A run-time lock diagnostic system called witness(4), enabled in FreeBSD-CURRENT and disabled by default for stable branches and releases, detects the potential for deadlocks due to locking errors, including errors caused by obtaining multiple resource locks with a different order from different parts of the kernel. The witness(4) framework tries to detect this problem as it happens, and reports it by printing a message to the system console about a lock order reversal (often referred to also as LOR).

It is possible to get false positives, as witness(4) is conservative. A true positive report does not mean that a system is dead-locked; instead it should be understood as a warning that a deadlock could have happened here.

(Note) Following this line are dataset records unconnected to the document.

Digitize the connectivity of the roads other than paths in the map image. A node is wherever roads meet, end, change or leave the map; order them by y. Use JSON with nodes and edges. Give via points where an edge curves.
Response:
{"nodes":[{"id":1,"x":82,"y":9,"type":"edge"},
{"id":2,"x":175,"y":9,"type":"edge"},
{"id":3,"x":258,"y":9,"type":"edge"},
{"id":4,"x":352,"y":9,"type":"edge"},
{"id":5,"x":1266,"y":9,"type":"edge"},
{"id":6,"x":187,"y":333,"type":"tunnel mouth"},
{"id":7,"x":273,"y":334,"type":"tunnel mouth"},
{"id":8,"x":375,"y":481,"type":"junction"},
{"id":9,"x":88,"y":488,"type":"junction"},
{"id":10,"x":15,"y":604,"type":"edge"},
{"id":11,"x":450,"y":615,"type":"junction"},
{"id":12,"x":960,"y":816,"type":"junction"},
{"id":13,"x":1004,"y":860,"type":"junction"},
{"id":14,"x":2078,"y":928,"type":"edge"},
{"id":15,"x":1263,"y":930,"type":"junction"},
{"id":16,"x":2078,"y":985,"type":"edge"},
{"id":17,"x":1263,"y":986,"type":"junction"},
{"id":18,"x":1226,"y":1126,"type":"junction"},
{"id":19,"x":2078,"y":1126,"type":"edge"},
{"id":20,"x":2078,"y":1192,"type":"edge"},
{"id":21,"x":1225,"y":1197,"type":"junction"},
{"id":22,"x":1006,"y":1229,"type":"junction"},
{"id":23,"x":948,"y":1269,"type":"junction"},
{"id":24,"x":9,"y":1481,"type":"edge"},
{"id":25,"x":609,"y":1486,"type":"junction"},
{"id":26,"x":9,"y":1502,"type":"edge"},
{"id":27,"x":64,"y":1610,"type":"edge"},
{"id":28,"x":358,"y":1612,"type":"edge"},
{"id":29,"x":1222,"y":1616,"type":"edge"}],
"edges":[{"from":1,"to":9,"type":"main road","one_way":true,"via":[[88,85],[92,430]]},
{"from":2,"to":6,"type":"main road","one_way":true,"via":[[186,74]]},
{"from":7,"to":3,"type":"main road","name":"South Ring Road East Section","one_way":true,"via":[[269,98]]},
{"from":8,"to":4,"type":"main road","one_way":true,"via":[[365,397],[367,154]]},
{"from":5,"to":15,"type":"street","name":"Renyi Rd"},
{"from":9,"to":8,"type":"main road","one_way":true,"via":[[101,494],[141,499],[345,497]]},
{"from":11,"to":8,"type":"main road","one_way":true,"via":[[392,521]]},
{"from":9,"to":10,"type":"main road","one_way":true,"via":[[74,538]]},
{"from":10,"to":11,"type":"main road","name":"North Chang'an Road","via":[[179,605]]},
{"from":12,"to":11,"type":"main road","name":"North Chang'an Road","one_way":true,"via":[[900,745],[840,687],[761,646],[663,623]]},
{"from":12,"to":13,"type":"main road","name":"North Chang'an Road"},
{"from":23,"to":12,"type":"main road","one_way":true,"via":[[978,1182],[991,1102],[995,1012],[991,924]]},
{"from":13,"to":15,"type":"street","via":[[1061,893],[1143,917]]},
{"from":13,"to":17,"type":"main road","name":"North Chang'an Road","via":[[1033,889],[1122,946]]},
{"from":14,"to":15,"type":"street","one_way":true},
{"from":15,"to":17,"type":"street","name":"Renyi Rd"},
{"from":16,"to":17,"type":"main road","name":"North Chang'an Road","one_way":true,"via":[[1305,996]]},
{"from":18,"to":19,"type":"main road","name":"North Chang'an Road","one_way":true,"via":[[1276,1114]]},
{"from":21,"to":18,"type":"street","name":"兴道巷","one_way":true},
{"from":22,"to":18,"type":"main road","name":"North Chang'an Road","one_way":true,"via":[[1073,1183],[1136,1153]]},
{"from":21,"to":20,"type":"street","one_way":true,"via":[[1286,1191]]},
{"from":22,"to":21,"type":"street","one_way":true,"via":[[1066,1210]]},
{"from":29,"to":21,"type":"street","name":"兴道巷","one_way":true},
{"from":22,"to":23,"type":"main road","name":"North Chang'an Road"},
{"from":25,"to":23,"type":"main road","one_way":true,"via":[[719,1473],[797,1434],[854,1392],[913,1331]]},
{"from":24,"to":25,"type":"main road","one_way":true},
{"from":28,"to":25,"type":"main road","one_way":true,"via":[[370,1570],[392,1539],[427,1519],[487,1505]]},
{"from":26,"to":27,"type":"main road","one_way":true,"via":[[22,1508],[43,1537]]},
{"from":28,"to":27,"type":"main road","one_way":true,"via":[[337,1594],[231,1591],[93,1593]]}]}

This means that a function that may sleep was called while a mutex (or other unsleepable) lock was held.

The reason this is an error is because mutexes are not intended to be held for long periods of time; they are supposed to only be held to maintain short periods of synchronization. This programming contract allows device drivers to use mutexes to synchronize with the rest of the kernel during interrupts. Interrupts (under FreeBSD) may not sleep. Hence it is imperative that no subsystem in the kernel block for an extended period while holding a mutex.

To catch such errors, assertions may be added to the kernel that interact with the witness(4) subsystem to emit a warning or fatal error (depending on the system configuration) when a potentially blocking call is made while holding a mutex.

In summary, such warnings are non-fatal, however with unfortunate timing they could cause undesirable effects ranging from a minor blip in the system's responsiveness to a complete system lockup.

For additional information about locking in FreeBSD see locking(9).

This error does not mean that the touch(1) utility is missing. The error is instead probably due to the dates of the files being set sometime in the future. If the CMOS clock is set to local time, run adjkerntz -i to adjust the kernel clock when booting into single-user mode.